The mouse spleen lymphocyte conversion test (mtt assay) of 4.3ConA induction
Animal gives sample after 30 days continuously, cervical dislocation is put to death, get spleen, make splenocyte suspension, adjustment cell concentration is 3 × 106/ml, is divided into by cell suspension holes to add 24 well culture plate China, every hole 1ml, one hole adds 75 μ lConA liquid (being equivalent to 7.5 μ g/ml), and 5%CO in contrast, is put in another hole
2, cultivate 68h for 37 DEG C.Cultivation terminates front 4h, every hole gentle aspiration supernatant 0.7ml, add 0.7ml not containing the PRMI1640 nutrient solution of calf serum, add MTT (5mg/ml) 50 μ l/ hole simultaneously, continue to cultivate 4h, after cultivation terminates, every hole adds 1ml acid isopropyl alcohol, piping and druming mixing, after purple crystal is dissolved completely, then moves into liquid in 96 orifice plates, every hole adds 3 Duplicate Samples, carry out measurement absorbance (A value) with ELIASA at 570nm wavelength, calculate the difference of test hole A value and control wells A value, to represent lymphocytic competence for added value.Result variance analysis is analyzed.If the lymphocytic multiplication capacity of tested material group is higher than control group, and difference has conspicuousness, can judge that this tested material is improved the effect of the mouse spleen lymphocyte conversion capability of ConA induction.

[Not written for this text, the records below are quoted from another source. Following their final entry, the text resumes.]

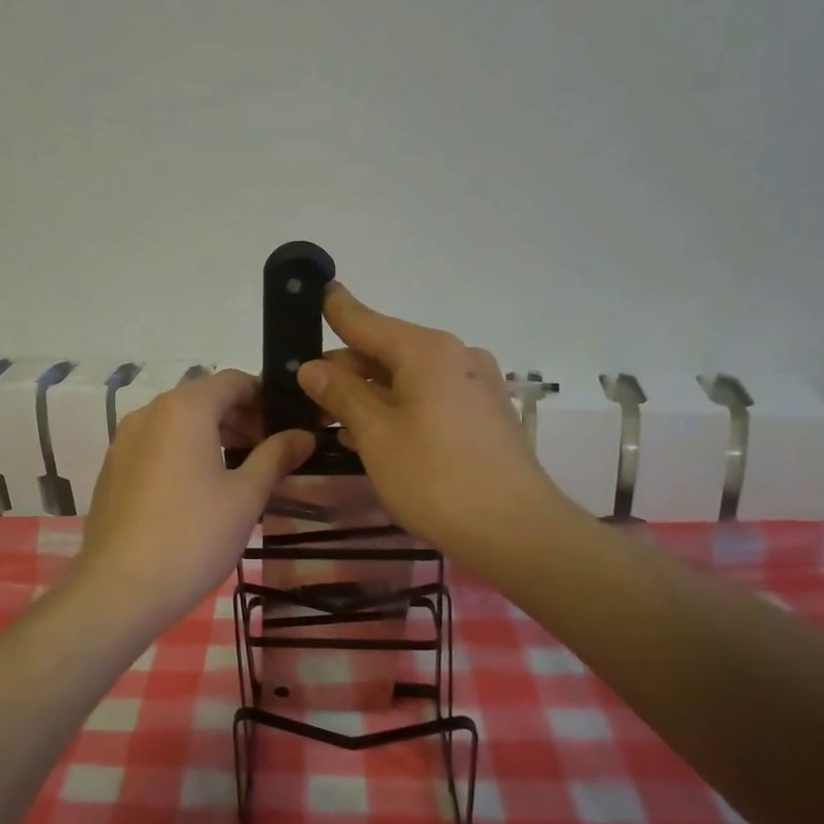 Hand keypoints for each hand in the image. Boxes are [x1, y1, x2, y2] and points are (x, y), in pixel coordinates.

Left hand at [75, 370, 314, 622]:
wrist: (118, 589)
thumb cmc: (192, 537)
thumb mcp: (245, 496)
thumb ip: (275, 457)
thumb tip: (303, 435)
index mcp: (184, 409)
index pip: (233, 380)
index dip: (266, 396)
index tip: (289, 424)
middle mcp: (149, 413)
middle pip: (204, 399)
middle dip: (241, 418)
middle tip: (273, 452)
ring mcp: (124, 440)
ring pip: (178, 423)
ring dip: (213, 435)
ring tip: (243, 471)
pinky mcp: (113, 469)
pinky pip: (157, 445)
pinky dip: (184, 452)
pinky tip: (201, 490)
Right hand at [297, 284, 577, 570]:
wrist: (518, 531)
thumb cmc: (436, 478)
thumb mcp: (376, 435)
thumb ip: (342, 394)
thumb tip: (312, 367)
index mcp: (427, 351)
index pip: (366, 320)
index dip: (335, 309)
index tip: (315, 292)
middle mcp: (455, 356)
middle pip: (386, 351)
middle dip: (344, 369)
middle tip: (304, 391)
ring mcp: (475, 385)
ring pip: (407, 378)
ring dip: (368, 394)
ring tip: (329, 418)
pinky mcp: (484, 414)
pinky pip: (429, 398)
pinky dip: (397, 409)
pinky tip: (371, 435)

4.4 antibody-producting cells measure (Jerne improves slide method)
Animal gives sample after 30 days continuously, and by defiber Mianyang erythrocyte immune after 5 days, animal cervical dislocation is put to death, and takes out spleen, makes splenocyte suspension, and adjustment cell concentration is 5 × 10
6individual/ml.After top layer culture medium (1g agarose adds distilled water 100ml) heating for dissolving, put into 45 DEG C of water bath heat preservations, mix with the Hanks liquid of equivalent pH7.2-7.4,2 times of concentration, packing small test tube, often pipe 0.5ml, 50 μ l10%SRBC are added again in pipe, 20 μ l splenocyte suspensions, mix rapidly, are poured on the 6cm plate of brush thin agar layer, after continuing incubation 1.5h, counting hemolysis plaque number.Result variance analysis is added up.If the lymphocytic multiplication capacity of tested material group is higher than control group, and difference has conspicuousness, can judge that this tested material has the effect strengthening mouse antibodies cell number.

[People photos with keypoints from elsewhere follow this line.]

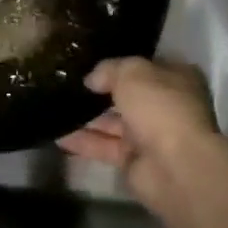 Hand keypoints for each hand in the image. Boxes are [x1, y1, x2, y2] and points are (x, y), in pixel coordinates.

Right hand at [58, 57, 227, 222]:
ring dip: (84, 116)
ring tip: (52, 105)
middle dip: (97, 92)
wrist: (175, 167)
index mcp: (175, 80)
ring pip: (111, 122)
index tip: (88, 61)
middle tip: (64, 82)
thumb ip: (109, 69)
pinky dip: (81, 141)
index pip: (144, 67)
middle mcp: (165, 106)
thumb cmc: (160, 108)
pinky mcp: (133, 160)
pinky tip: (55, 133)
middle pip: (126, 95)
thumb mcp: (132, 72)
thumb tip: (92, 79)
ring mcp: (149, 135)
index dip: (118, 64)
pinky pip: (102, 146)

4.5 mice serum hemolysin tests:
Get sheep blood, with brine 3 times, every mouse (configures with physiological saline through lumbar injection 2%, volume ratio) hematocrit SRBC (2000r/min, 10min) 0.2ml, immunity is after 5 days, extract eyeball of mouse and get blood in centrifuge tube, place about 1 hour, solidification blood and tube wall are peeled off, centrifugal, collect serum, with physiological saline by serum doubling dilution, different dilution factor serum is placed in respectively in the solidifying brassboard of trace snow, every hole 100 μ l, add 0.5%SRBC suspension 100 μ l again, mixing, put in wet box, 37 DEG C of incubations 3 hours, record hemagglutination degree, calculating antibody product (serum two-fold dilution index and the aggegation degree sum of products).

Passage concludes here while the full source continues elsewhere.